Stored items:
......
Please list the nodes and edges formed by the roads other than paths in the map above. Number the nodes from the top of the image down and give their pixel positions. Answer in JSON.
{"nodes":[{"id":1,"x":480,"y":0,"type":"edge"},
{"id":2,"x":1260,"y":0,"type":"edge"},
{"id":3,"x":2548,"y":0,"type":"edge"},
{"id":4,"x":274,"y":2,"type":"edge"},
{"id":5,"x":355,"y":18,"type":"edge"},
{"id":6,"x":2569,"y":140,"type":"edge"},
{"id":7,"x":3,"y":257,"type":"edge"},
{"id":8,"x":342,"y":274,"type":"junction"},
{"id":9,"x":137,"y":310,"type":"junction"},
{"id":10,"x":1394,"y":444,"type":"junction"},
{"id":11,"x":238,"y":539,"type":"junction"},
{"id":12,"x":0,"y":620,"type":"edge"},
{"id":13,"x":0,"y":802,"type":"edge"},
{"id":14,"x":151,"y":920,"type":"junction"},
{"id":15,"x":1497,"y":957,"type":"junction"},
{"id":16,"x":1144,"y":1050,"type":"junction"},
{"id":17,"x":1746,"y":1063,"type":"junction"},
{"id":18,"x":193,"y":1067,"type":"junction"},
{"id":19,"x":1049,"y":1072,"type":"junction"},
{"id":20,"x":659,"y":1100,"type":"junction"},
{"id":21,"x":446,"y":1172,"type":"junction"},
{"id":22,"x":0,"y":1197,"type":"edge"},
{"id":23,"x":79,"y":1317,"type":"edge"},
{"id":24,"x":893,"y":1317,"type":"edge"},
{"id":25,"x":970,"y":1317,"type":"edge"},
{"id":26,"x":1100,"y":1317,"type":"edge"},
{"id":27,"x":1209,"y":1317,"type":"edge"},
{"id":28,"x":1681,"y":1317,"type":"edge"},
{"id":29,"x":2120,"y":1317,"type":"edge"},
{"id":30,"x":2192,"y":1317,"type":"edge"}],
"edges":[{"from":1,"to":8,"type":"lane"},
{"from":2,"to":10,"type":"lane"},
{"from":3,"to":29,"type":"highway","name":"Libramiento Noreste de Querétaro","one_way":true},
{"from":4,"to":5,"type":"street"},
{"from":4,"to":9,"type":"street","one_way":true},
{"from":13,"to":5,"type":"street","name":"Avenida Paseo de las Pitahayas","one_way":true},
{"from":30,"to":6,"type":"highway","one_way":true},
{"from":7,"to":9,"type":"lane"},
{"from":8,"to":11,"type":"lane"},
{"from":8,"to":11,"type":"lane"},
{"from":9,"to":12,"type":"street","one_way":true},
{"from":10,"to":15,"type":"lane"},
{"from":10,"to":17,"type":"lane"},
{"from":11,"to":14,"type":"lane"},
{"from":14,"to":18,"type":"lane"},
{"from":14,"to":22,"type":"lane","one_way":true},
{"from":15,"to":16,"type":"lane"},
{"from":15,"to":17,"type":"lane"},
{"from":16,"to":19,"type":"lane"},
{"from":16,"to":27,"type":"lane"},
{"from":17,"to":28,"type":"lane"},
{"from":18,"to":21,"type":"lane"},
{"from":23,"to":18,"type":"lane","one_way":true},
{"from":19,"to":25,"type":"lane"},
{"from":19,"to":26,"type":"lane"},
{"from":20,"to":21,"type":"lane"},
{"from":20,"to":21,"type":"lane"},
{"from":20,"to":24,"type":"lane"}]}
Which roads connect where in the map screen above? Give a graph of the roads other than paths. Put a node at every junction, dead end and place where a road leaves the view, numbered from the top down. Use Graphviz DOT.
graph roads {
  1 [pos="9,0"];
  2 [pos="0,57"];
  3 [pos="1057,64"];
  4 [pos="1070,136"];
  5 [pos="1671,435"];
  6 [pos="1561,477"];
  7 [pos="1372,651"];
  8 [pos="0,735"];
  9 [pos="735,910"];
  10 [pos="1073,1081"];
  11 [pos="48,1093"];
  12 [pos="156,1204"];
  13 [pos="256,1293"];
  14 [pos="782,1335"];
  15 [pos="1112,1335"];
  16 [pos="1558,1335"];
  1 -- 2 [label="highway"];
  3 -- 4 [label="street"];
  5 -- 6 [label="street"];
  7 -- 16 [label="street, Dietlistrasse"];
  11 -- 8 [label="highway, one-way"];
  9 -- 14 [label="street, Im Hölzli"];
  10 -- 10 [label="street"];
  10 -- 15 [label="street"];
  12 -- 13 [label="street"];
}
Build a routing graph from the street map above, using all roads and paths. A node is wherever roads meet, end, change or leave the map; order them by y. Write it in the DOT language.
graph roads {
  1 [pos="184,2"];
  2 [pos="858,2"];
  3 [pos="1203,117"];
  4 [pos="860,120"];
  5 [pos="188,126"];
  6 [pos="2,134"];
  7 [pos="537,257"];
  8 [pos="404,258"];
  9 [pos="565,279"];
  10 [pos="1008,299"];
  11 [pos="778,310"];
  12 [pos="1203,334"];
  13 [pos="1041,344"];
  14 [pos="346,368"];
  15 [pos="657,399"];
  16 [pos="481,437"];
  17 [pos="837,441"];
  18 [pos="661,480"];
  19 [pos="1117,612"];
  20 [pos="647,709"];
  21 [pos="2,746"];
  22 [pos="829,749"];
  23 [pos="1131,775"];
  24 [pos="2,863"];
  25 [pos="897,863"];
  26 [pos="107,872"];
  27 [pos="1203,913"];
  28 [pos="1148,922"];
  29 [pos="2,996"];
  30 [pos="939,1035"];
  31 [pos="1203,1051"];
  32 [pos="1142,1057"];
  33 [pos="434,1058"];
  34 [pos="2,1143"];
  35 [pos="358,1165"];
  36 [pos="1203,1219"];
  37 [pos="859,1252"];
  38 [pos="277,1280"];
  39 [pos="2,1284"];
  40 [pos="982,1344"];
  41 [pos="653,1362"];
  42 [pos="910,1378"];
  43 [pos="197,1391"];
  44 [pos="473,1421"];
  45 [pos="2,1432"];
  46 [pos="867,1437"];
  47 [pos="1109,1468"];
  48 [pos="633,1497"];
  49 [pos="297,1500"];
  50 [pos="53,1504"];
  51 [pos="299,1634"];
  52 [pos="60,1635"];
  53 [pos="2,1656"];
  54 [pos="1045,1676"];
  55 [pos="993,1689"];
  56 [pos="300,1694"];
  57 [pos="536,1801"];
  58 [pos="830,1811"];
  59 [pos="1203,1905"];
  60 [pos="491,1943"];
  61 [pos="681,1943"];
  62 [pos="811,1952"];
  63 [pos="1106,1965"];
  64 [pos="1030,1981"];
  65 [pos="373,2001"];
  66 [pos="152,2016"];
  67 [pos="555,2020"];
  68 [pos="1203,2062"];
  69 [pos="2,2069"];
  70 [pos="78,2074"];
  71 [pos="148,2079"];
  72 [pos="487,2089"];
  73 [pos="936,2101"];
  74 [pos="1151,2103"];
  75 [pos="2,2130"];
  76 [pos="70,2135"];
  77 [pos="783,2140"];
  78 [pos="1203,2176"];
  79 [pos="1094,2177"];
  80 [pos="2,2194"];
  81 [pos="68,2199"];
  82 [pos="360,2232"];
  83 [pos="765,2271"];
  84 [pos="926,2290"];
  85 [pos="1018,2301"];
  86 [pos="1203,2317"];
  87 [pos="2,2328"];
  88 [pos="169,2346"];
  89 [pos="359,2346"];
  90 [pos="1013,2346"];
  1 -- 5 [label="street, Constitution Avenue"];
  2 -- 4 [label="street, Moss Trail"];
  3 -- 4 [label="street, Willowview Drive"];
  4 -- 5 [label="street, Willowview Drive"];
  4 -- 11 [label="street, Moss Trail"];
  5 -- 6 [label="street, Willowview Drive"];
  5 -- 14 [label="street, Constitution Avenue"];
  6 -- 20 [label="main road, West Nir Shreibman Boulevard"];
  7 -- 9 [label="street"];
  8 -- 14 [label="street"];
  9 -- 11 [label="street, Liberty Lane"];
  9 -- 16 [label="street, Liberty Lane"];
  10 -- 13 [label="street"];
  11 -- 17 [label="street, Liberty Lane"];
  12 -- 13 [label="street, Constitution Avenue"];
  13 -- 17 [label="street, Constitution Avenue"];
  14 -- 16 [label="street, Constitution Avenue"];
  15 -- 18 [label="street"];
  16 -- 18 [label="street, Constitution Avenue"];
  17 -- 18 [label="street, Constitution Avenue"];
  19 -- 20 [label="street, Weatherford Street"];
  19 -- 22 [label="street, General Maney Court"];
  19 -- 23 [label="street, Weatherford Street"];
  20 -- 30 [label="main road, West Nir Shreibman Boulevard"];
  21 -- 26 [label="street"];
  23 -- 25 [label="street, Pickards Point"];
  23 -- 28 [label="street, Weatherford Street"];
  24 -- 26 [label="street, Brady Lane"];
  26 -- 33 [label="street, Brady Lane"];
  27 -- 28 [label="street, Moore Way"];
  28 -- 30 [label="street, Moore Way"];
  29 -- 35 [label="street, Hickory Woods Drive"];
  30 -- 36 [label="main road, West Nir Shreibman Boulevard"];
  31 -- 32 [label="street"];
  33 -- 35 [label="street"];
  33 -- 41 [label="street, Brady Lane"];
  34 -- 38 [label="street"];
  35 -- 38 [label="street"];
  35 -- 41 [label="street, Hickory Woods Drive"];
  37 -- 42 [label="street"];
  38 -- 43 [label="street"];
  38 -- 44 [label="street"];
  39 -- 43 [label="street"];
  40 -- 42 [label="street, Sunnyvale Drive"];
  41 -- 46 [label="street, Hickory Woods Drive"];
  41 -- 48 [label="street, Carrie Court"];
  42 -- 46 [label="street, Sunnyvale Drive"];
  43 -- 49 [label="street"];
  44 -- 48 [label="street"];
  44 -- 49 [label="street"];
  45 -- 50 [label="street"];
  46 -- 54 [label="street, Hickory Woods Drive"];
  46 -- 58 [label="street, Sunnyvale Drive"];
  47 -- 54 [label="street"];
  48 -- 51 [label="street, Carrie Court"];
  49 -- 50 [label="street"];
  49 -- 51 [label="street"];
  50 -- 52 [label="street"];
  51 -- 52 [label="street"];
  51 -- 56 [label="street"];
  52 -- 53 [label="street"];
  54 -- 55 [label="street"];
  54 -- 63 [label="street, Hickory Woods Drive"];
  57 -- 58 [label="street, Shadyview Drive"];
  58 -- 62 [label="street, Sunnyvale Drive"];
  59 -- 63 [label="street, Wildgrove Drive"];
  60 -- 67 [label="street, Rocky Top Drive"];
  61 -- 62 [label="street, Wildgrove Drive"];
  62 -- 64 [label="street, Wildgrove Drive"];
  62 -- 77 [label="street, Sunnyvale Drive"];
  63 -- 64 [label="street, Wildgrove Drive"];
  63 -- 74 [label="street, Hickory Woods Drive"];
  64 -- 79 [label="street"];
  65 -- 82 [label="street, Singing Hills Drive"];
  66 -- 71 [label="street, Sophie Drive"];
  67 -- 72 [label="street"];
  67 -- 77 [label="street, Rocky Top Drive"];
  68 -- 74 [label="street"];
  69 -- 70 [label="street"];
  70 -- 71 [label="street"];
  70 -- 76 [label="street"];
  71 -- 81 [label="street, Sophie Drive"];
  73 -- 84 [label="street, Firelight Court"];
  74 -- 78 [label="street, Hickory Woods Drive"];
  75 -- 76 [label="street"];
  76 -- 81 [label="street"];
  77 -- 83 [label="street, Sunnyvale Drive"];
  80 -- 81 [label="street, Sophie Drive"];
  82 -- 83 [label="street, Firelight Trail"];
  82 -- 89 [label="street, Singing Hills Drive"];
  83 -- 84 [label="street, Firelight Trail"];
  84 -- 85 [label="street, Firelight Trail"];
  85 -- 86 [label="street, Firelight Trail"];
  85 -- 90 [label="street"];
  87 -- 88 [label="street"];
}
......
= Task brief =
Where does "Hills" occur in the data? Copy each line that has it.

= Problem solution =
  65 -- 82 [label="street, Singing Hills Drive"];
  82 -- 89 [label="street, Singing Hills Drive"];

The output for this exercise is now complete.